§ MATERIAL PROVIDED
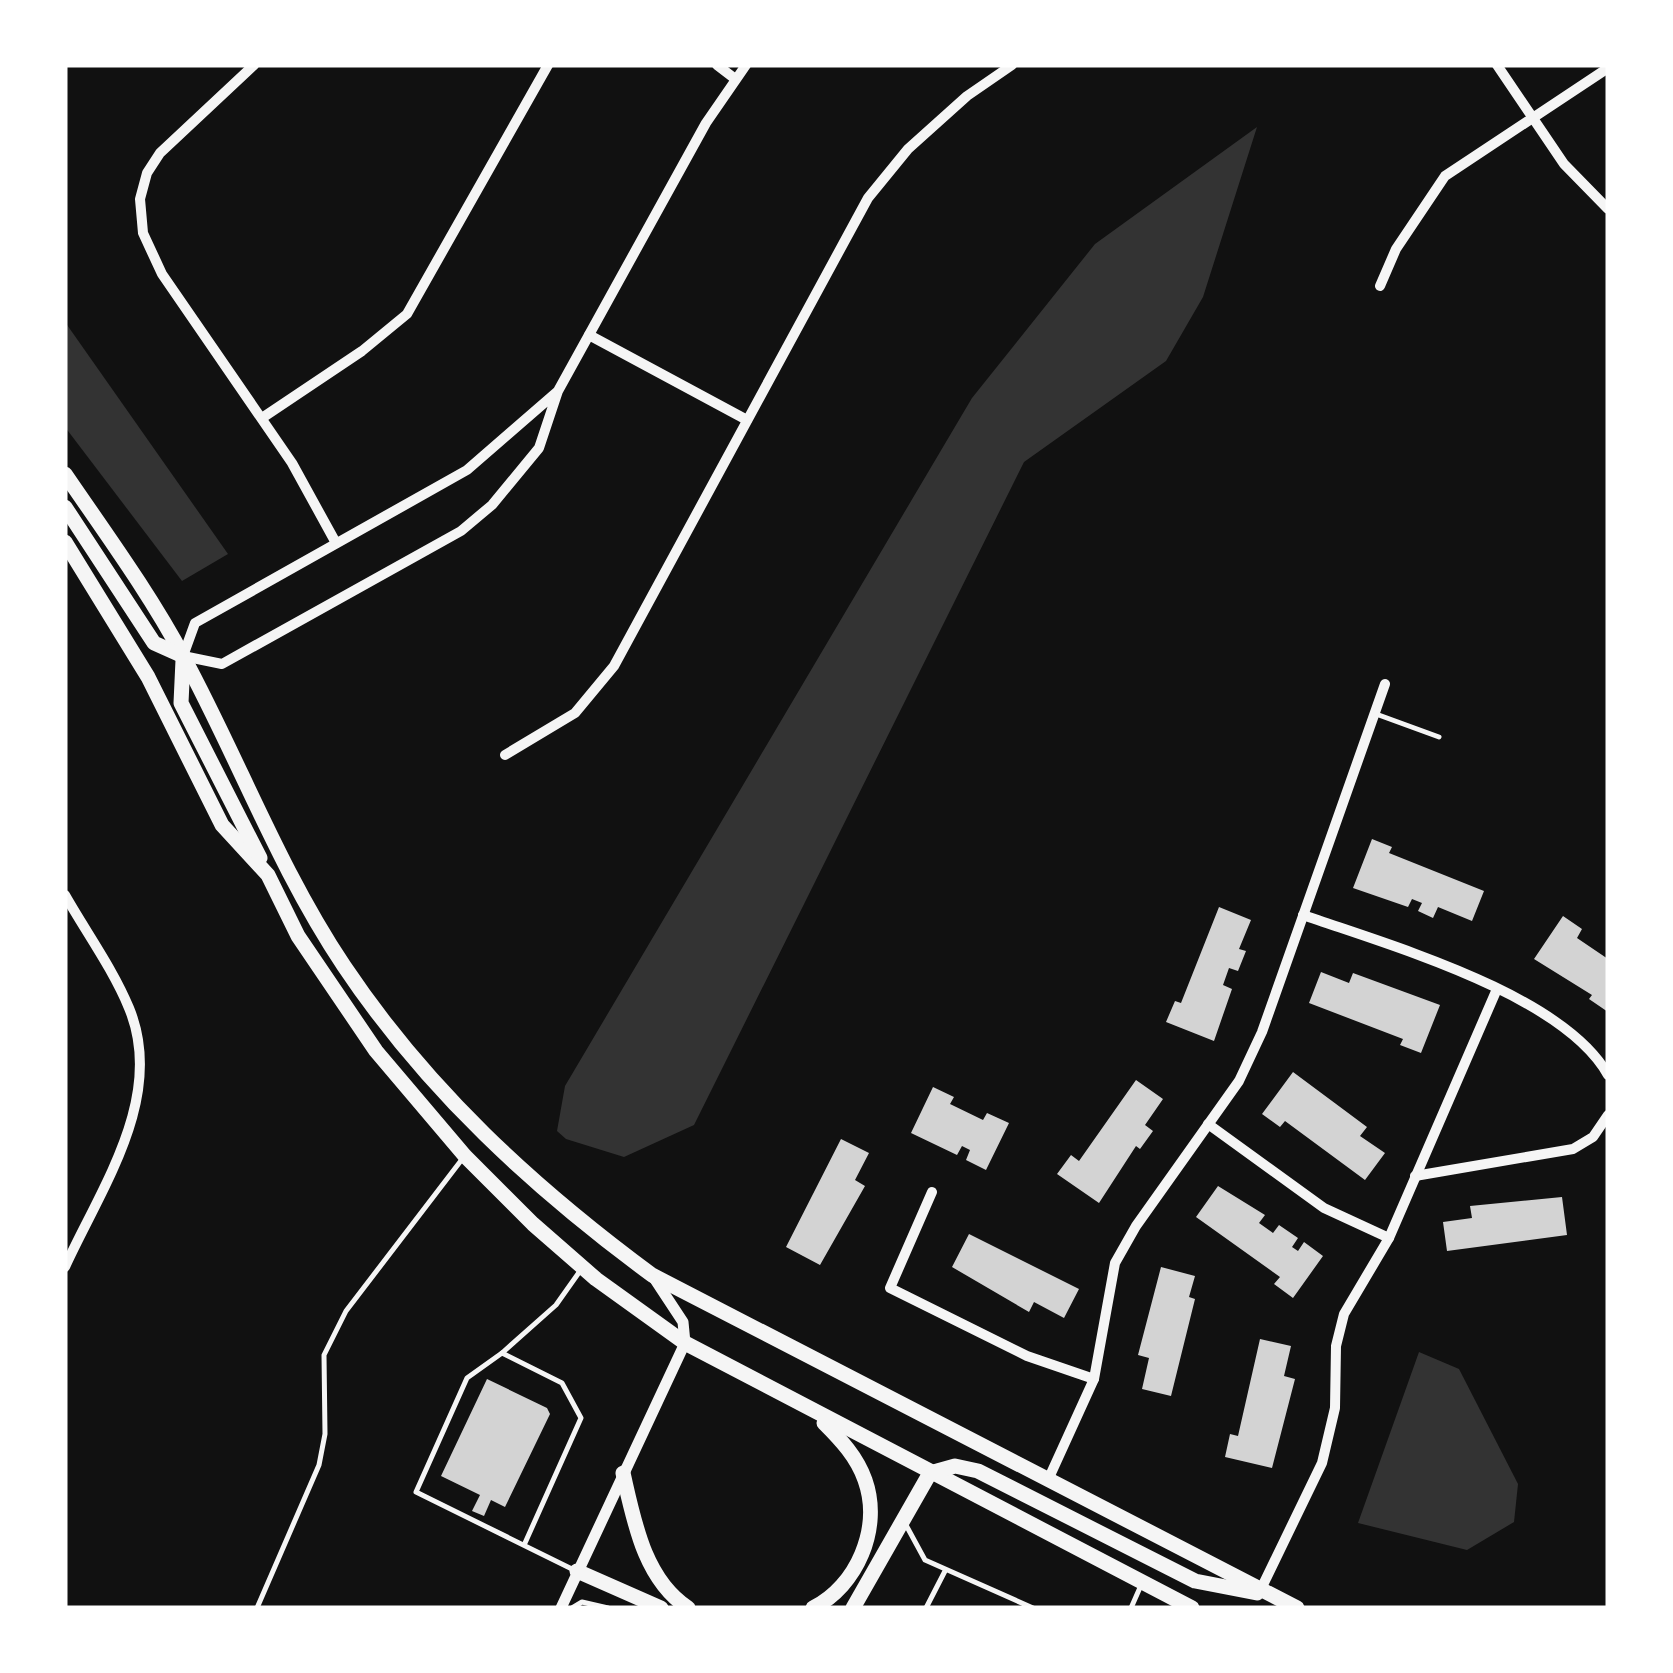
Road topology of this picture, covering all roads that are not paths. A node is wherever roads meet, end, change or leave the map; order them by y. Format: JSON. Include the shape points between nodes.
{"nodes":[{"id":1,"x":254,"y":65,"type":"edge"},
{"id":2,"x":548,"y":65,"type":"edge"},
{"id":3,"x":717,"y":65,"type":"edge"},
{"id":4,"x":746,"y":65,"type":"edge"},
{"id":5,"x":1012,"y":65,"type":"edge"},
{"id":6,"x":1497,"y":65,"type":"edge"},
{"id":7,"x":1608,"y":68,"type":"edge"},
{"id":8,"x":734,"y":78,"type":"junction"},
{"id":9,"x":1530,"y":118,"type":"junction"},
{"id":10,"x":1608,"y":209,"type":"edge"},
{"id":11,"x":1380,"y":286,"type":"dead end"},
{"id":12,"x":588,"y":335,"type":"junction"},
{"id":13,"x":558,"y":391,"type":"junction"},
{"id":14,"x":262,"y":418,"type":"junction"},
{"id":15,"x":747,"y":420,"type":"junction"},
{"id":16,"x":65,"y":474,"type":"edge"},
{"id":17,"x":65,"y":507,"type":"edge"},
{"id":18,"x":65,"y":542,"type":"edge"},
{"id":19,"x":336,"y":543,"type":"junction"},
{"id":20,"x":183,"y":656,"type":"junction"},
{"id":21,"x":1385,"y":684,"type":"dead end"},
{"id":22,"x":1375,"y":714,"type":"junction"},
{"id":23,"x":1439,"y":737,"type":"dead end"},
{"id":24,"x":505,"y":756,"type":"dead end"},
{"id":25,"x":268,"y":875,"type":"junction"},
{"id":26,"x":65,"y":895,"type":"edge"},
{"id":27,"x":1304,"y":915,"type":"junction"},
{"id":28,"x":1496,"y":989,"type":"junction"},
{"id":29,"x":1608,"y":1075,"type":"edge"},
{"id":30,"x":1608,"y":1114,"type":"edge"},
{"id":31,"x":1208,"y":1124,"type":"junction"},
{"id":32,"x":465,"y":1156,"type":"junction"},
{"id":33,"x":1416,"y":1176,"type":"junction"},
{"id":34,"x":932,"y":1192,"type":"dead end"},
{"id":35,"x":1389,"y":1238,"type":"junction"},
{"id":36,"x":65,"y":1267,"type":"edge"},
{"id":37,"x":582,"y":1268,"type":"junction"},
{"id":38,"x":652,"y":1275,"type":"junction"},
{"id":39,"x":685,"y":1343,"type":"junction"},
{"id":40,"x":502,"y":1353,"type":"junction"},
{"id":41,"x":1094,"y":1379,"type":"junction"},
{"id":42,"x":814,"y":1413,"type":"junction"},
{"id":43,"x":624,"y":1473,"type":"junction"},
{"id":44,"x":930,"y":1473,"type":"junction"},
{"id":45,"x":1048,"y":1480,"type":"junction"},
{"id":46,"x":904,"y":1522,"type":"junction"},
{"id":47,"x":524,"y":1543,"type":"junction"},
{"id":48,"x":577,"y":1571,"type":"junction"},
{"id":49,"x":945,"y":1571,"type":"junction"},
{"id":50,"x":1142,"y":1582,"type":"junction"},
{"id":51,"x":1268,"y":1592,"type":"junction"},
{"id":52,"x":682,"y":1607,"type":"edge"},
{"id":53,"x":258,"y":1608,"type":"edge"},
{"id":54,"x":561,"y":1608,"type":"edge"},
{"id":55,"x":572,"y":1608,"type":"edge"},
{"id":56,"x":608,"y":1608,"type":"edge"},
{"id":57,"x":661,"y":1608,"type":"edge"},
{"id":58,"x":813,"y":1608,"type":"edge"},
{"id":59,"x":853,"y":1608,"type":"edge"},
{"id":60,"x":926,"y":1608,"type":"edge"},
{"id":61,"x":1033,"y":1608,"type":"edge"},
{"id":62,"x":1130,"y":1608,"type":"edge"},
{"id":63,"x":1192,"y":1608,"type":"edge"},
{"id":64,"x":1297,"y":1608,"type":"edge"}],
"edges":[{"from":1,"to":14,"type":"street","via":[[160,152],[140,198],[143,233],[162,274]]},
{"from":2,"to":14,"type":"street","via":[[407,314]]},
{"from":3,"to":8,"type":"street"},
{"from":4,"to":8,"type":"street"},
{"from":5,"to":15,"type":"street","via":[[966,96],[881,179]]},
{"from":6,"to":9,"type":"street"},
{"from":7,"to":9,"type":"street"},
{"from":8,"to":12,"type":"street"},
{"from":9,"to":10,"type":"street"},
{"from":9,"to":11,"type":"street","via":[[1446,176],[1396,248]]},
{"from":12,"to":13,"type":"street"},
{"from":12,"to":15,"type":"street"},
{"from":13,"to":19,"type":"street","via":[[468,470]]},
{"from":13,"to":20,"type":"street","via":[[539,448],[492,506],[461,531],[222,664]]},
{"from":14,"to":19,"type":"street"},
{"from":15,"to":24,"type":"street","via":[[594,696]]},
{"from":16,"to":20,"type":"main road"},
{"from":17,"to":20,"type":"main road","via":[[154,643]]},
{"from":18,"to":25,"type":"main road","via":[[148,677],[222,825]]},
{"from":19,"to":20,"type":"street","via":[[196,623]]},
{"from":20,"to":25,"type":"main road","via":[[181,702]]},
{"from":20,"to":38,"type":"main road","via":[[282,862],[343,966],[406,1051],[484,1138],[568,1213]]},
{"from":21,"to":22,"type":"street"},
{"from":22,"to":23,"type":"lane"},
{"from":22,"to":27,"type":"street"},
{"from":25,"to":32,"type":"main road","via":[[298,936],[376,1052]]},
{"from":26,"to":36,"type":"street","via":[[129,1008],[142,1068],[130,1126]]},
{"from":27,"to":28,"type":"street"},
{"from":27,"to":31,"type":"street","via":[[1262,1032]]},
{"from":28,"to":29,"type":"street","via":[[1596,1052]]},
{"from":28,"to":33,"type":"street"},
{"from":30,"to":33,"type":"street","via":[[1573,1149]]},
{"from":31,"to":35,"type":"street","via":[[1324,1208]]},
{"from":31,"to":41,"type":"street","via":[[1115,1263]]},
{"from":32,"to":37,"type":"main road"},
{"from":32,"to":53,"type":"lane","via":[[346,1310],[324,1355],[325,1434],[318,1465]]},
{"from":33,"to":35,"type":"street"},
{"from":34,"to":41,"type":"street","via":[[890,1288],[1027,1356]]},
{"from":35,"to":51,"type":"street","via":[[1344,1314],[1322,1463]]},
{"from":37,"to":39,"type":"main road"},
{"from":37,"to":40,"type":"lane","via":[[556,1304]]},
{"from":38,"to":39,"type":"street","via":[[682,1322]]},
{"from":38,"to":45,"type":"main road"},
{"from":39,"to":42,"type":"main road"},
{"from":39,"to":43,"type":"street"},
{"from":40,"to":47,"type":"lane","via":[[562,1383],[582,1418]]},
{"from":40,"to":47,"type":"lane","via":[[467,1378],[416,1492]]},
{"from":41,"to":45,"type":"street"},
{"from":42,"to":44,"type":"main road"},
{"from":42,"to":58,"type":"main road","via":[[850,1450],[866,1482],[870,1517],[849,1580]]},
{"from":43,"to":48,"type":"street"},
{"from":43,"to":52,"type":"main road","via":[[641,1545]]},
{"from":44,"to":46,"type":"main road"},
{"from":44,"to":50,"type":"main road"},
{"from":44,"to":51,"type":"main road","via":[[955,1466],[978,1471],[1195,1581]]},
{"from":45,"to":51,"type":"main road"},
{"from":46,"to":49,"type":"lane","via":[[925,1560]]},
{"from":46,"to":59,"type":"main road"},
{"from":47,"to":48,"type":"lane"},
{"from":48,"to":54,"type":"street"},
{"from":48,"to":57,"type":"main road"},
{"from":49,"to":60,"type":"lane"},
{"from":49,"to":61,"type":"lane"},
{"from":50,"to":62,"type":"lane"},
{"from":50,"to":63,"type":"main road"},
{"from":51,"to":64,"type":"main road"},
{"from":55,"to":56,"type":"lane","via":[[582,1602]]}]}
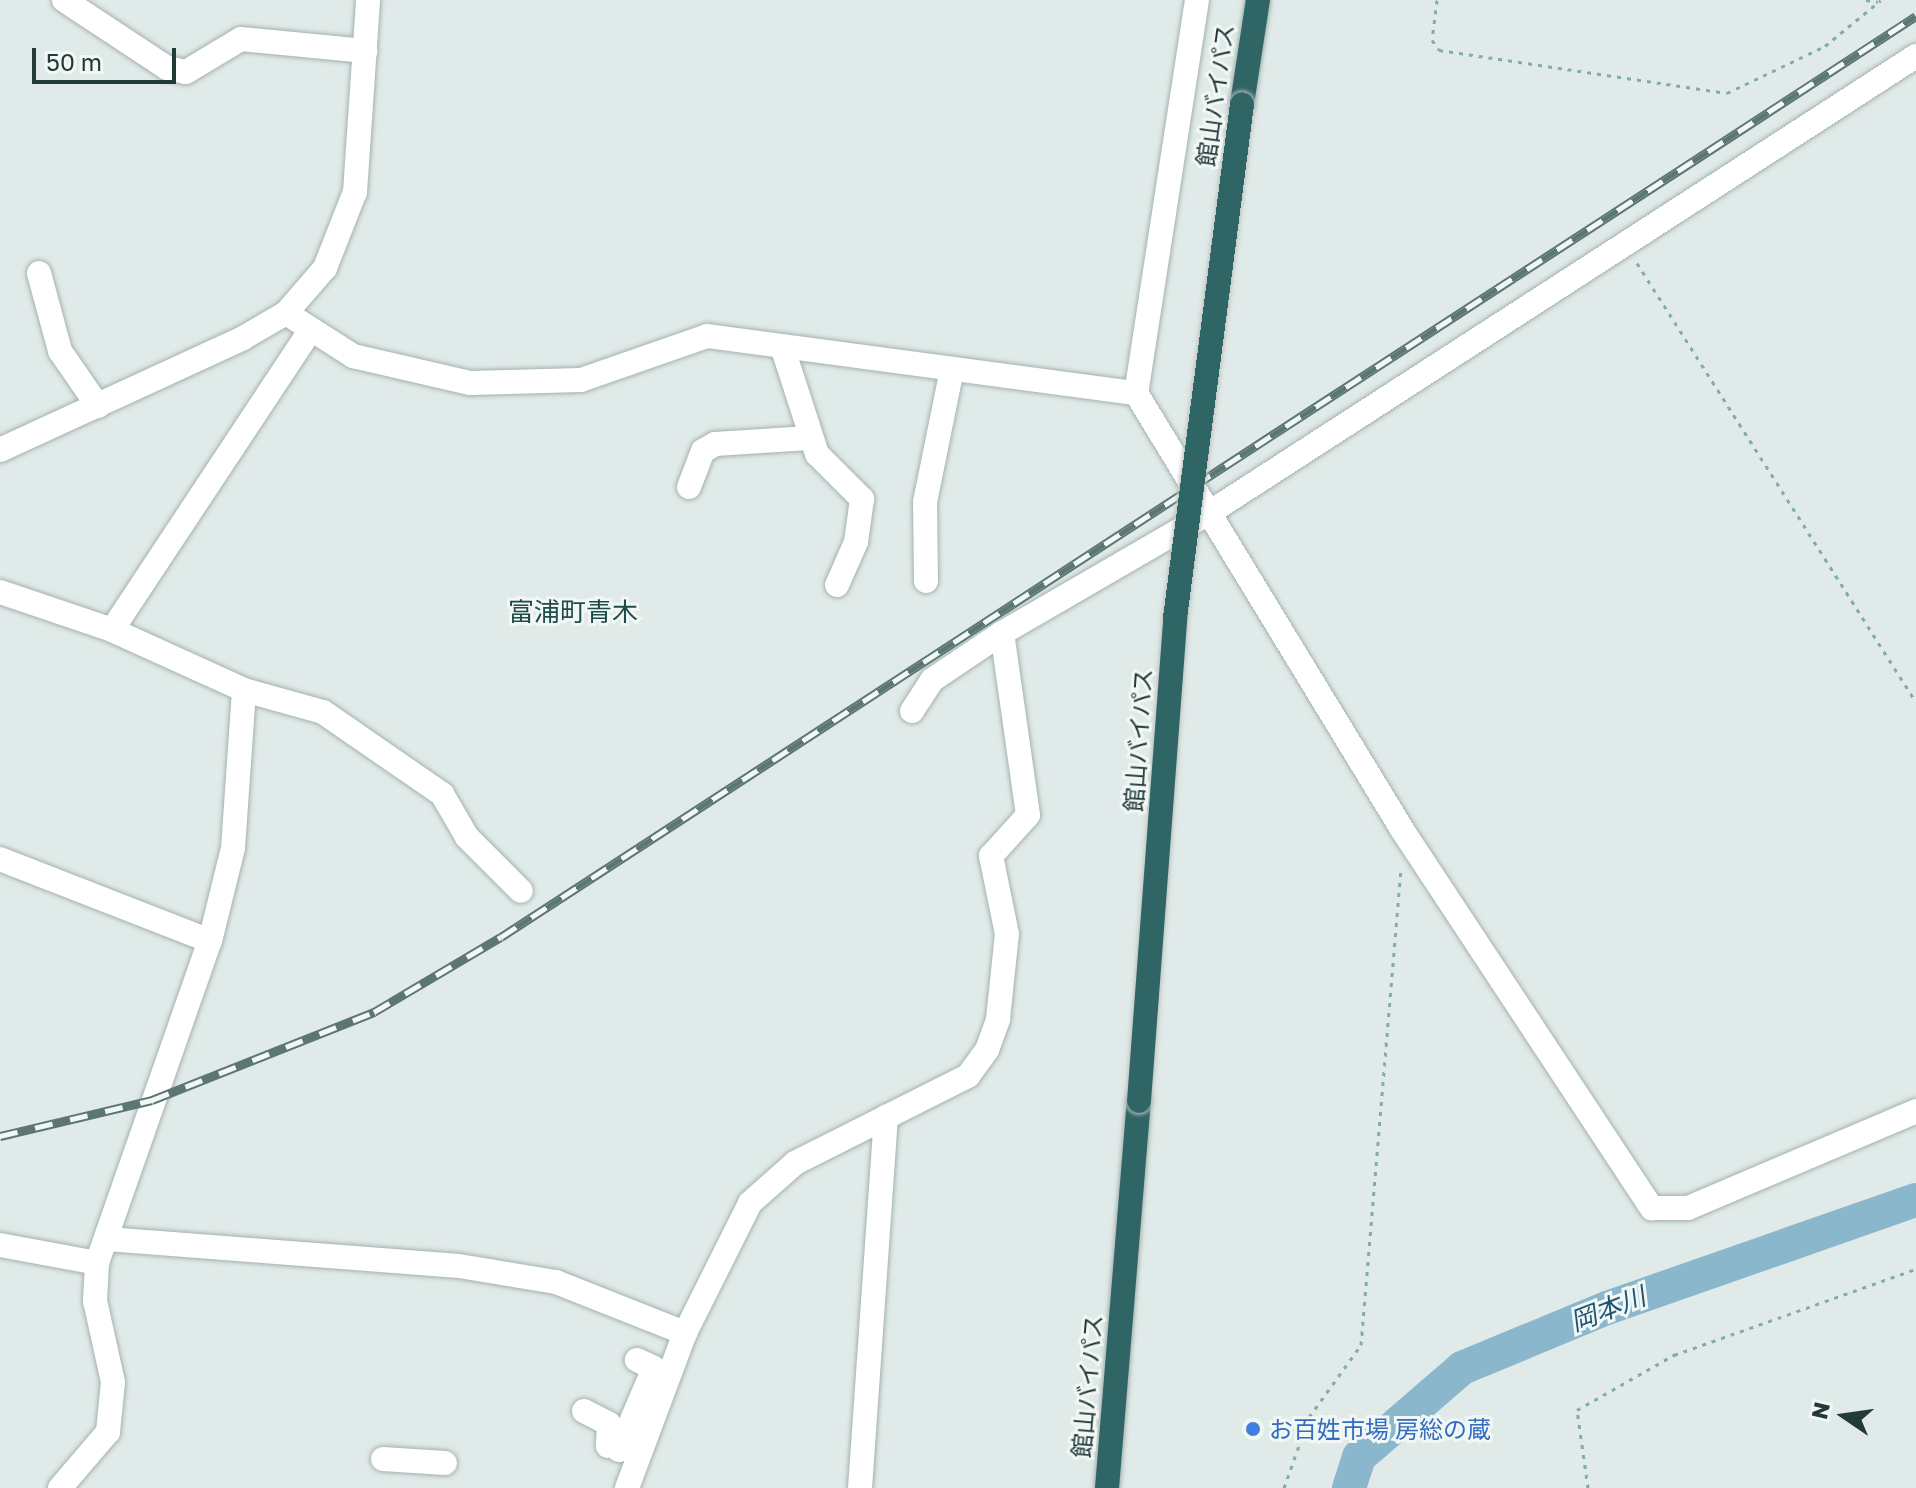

§ PROBLEM REQUIREMENTS
Could you please find every line of the listing above holding the string "dead" and copy it?

§ EXPECTED OUTPUT
{"id":11,"x":1380,"y":286,"type":"dead end"},
{"id":21,"x":1385,"y":684,"type":"dead end"},
{"id":23,"x":1439,"y":737,"type":"dead end"},
{"id":24,"x":505,"y":756,"type":"dead end"},
{"id":34,"x":932,"y":1192,"type":"dead end"},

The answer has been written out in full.